# [What this task involves]
Quote the entries below from the line with "index pip: (348, 57)" through the line with "middle dip: (456, 108)", both ends included, and only those lines.

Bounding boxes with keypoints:

·····

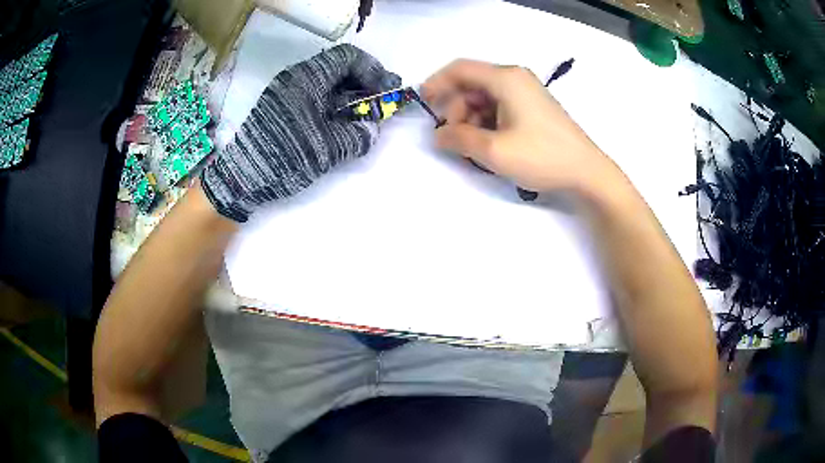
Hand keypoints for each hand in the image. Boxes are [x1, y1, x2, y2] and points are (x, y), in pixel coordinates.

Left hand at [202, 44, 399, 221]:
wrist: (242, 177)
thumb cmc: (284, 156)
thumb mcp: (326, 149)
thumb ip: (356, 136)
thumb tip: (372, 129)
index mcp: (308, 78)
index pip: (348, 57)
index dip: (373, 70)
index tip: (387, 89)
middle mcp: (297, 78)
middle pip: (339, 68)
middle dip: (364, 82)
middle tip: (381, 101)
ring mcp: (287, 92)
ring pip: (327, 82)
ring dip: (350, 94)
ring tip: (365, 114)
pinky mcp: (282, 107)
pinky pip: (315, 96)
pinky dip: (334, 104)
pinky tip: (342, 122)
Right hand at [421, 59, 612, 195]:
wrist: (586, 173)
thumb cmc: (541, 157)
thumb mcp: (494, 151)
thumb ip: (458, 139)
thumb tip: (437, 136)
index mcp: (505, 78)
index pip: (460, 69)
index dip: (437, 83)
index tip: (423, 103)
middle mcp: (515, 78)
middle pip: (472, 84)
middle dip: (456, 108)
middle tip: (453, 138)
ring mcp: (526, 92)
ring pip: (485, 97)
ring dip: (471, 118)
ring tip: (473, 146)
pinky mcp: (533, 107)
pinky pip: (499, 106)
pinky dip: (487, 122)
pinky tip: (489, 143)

·····

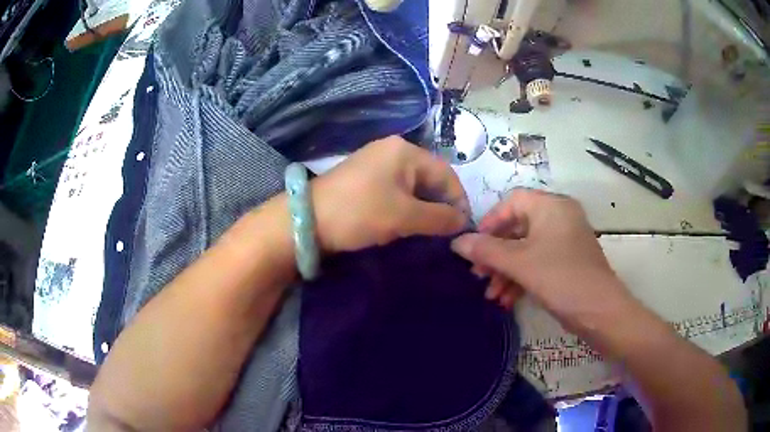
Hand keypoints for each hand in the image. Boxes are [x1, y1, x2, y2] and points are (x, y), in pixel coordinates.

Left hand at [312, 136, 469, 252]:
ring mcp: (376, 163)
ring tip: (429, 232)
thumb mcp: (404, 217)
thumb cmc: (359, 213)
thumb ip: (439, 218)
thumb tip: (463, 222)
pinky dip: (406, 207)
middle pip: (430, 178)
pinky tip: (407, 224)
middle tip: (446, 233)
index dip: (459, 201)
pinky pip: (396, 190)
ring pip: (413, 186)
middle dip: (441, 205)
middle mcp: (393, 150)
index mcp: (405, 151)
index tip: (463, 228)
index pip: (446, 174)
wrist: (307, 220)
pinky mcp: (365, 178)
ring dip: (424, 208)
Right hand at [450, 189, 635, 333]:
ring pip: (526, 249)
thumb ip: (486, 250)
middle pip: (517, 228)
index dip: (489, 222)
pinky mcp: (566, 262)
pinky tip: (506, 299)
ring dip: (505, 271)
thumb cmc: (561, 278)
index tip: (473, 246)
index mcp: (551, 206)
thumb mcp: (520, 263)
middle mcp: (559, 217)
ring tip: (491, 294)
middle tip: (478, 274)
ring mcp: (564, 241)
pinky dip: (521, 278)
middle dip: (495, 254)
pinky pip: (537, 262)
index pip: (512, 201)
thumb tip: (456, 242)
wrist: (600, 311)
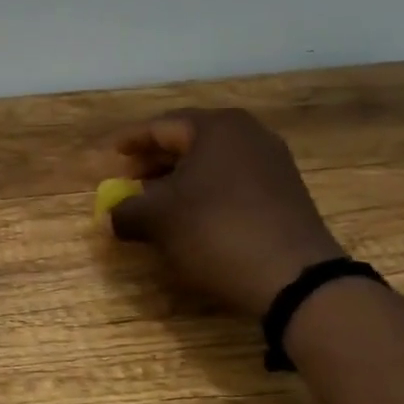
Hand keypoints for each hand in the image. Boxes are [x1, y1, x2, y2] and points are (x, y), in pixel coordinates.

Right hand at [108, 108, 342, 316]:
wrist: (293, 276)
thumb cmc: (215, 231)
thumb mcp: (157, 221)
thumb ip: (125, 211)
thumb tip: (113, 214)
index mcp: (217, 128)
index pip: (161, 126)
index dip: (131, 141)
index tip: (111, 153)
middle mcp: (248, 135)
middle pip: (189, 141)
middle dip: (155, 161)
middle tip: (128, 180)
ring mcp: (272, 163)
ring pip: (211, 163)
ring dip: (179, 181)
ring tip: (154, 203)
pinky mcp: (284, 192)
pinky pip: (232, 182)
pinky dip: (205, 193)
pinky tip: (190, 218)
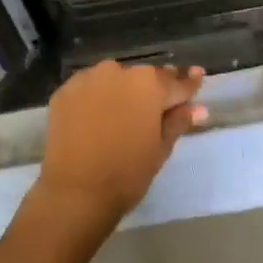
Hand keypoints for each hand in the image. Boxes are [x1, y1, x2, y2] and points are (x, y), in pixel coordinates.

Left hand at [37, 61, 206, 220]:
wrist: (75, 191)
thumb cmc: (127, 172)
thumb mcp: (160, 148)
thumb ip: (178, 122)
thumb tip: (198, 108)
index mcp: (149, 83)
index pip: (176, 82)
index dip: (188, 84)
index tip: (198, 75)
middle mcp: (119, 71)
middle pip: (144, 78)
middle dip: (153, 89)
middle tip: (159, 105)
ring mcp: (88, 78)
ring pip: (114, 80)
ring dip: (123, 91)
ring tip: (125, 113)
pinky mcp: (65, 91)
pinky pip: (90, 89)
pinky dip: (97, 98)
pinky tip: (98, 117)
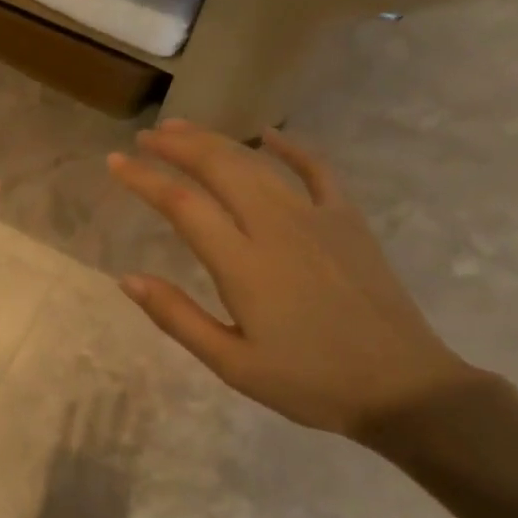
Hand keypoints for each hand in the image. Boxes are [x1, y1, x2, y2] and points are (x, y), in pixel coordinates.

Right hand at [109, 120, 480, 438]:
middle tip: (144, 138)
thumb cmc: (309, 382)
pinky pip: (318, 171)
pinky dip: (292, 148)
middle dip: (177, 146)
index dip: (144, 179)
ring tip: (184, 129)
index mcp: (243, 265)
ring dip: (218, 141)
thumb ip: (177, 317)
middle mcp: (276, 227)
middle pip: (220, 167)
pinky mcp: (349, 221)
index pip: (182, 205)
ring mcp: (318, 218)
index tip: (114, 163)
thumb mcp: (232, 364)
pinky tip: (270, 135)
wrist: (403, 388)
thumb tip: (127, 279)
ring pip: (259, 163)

·····

# [Written answer]
index pip: (348, 57)
index dip: (373, 70)
index tip: (387, 89)
middle mcp: (297, 78)
middle pip: (339, 68)
middle dip: (364, 82)
middle tip: (381, 101)
ring mcp: (287, 92)
ring pip: (327, 82)
ring dip: (350, 94)
ring tip: (365, 114)
pinky mcp: (282, 107)
pinky pip: (315, 96)
pinky dip: (334, 104)
pinky tip: (342, 122)
Right hand at [421, 59, 612, 195]:
wrist: (586, 173)
thumb cmc: (541, 157)
thumb mcp: (494, 151)
thumb ip: (458, 139)
thumb tip: (437, 136)
index mcp: (505, 78)
index pip: (460, 69)
index dip: (437, 83)
index tip: (423, 103)
middle mcp: (515, 78)
middle pip: (472, 84)
middle dip: (456, 108)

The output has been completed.